This is the first in a series of client alerts focusing on the legal and operational issues associated with the development of clinically integrated health delivery systems and accountable care organizations.

On October 5, 2010, three governmental agencies hosted a public workshop in Baltimore on regulatory issues  surrounding the development of accountable care organizations (ACOs). Representatives from the U.S. Federal Trade Commission (FTC), the Centers for Medicare and Medicaid Services (CMS) and the Office of the Inspector General (OIG) issued statements, received input from healthcare industry representatives and fielded questions that addressed how ACOs might fit into the current regulatory framework. We were among the parties present at the workshop.

Although the term ACO was coined in a 2006 Health Affairs article, the concept recently gained significant traction with the passage of the Patient Protection and Affordable Care Act (PPACA) earlier this year. At their most basic level, ACOs consist of provider networks, partnerships and joint ventures that offer Medicare patients a multi-disciplinary provider panel structured to achieve a patient centric approach to healthcare services.
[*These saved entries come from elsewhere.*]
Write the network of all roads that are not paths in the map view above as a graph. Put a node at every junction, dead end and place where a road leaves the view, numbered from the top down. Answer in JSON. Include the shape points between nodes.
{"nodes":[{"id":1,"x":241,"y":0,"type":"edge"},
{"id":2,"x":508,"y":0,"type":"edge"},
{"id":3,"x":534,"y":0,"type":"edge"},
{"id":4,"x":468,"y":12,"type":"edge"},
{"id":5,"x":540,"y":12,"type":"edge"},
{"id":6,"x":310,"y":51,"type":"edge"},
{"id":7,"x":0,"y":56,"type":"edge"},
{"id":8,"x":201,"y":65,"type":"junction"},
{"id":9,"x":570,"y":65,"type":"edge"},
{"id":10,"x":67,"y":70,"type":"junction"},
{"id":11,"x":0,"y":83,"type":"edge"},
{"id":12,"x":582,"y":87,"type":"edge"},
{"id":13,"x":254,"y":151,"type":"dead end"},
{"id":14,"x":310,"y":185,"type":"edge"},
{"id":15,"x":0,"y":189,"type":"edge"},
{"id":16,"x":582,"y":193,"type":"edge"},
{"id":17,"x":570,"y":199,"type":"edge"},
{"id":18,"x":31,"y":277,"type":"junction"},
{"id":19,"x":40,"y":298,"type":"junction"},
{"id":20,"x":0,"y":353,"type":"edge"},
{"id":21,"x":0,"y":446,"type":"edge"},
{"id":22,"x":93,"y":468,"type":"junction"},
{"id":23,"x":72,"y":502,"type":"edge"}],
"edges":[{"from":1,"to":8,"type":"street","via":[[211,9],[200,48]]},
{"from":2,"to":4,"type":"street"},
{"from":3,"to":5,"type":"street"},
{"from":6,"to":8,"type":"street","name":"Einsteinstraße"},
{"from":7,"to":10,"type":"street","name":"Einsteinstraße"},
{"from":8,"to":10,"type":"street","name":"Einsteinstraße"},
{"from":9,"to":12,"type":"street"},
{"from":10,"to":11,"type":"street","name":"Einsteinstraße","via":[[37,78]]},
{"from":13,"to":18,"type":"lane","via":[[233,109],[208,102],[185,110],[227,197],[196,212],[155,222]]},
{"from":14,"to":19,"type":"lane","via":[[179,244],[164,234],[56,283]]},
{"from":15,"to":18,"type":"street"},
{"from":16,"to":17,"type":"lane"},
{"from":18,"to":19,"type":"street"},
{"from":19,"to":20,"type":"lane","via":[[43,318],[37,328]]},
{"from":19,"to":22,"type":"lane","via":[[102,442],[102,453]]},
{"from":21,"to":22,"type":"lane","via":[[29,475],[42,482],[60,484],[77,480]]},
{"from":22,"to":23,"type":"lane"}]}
Section 3022 of the PPACA directs the Secretary of Health and Human Services to establish a shared savings program for providers participating in ACOs no later than January 1, 2012. ACOs that meet certain quality performance benchmarks will be eligible for shared savings payments from CMS. Current Fraud and Abuse, Physician Self Referral and Antitrust laws, however, present signifi cant legal challenges to the formation of ACOs.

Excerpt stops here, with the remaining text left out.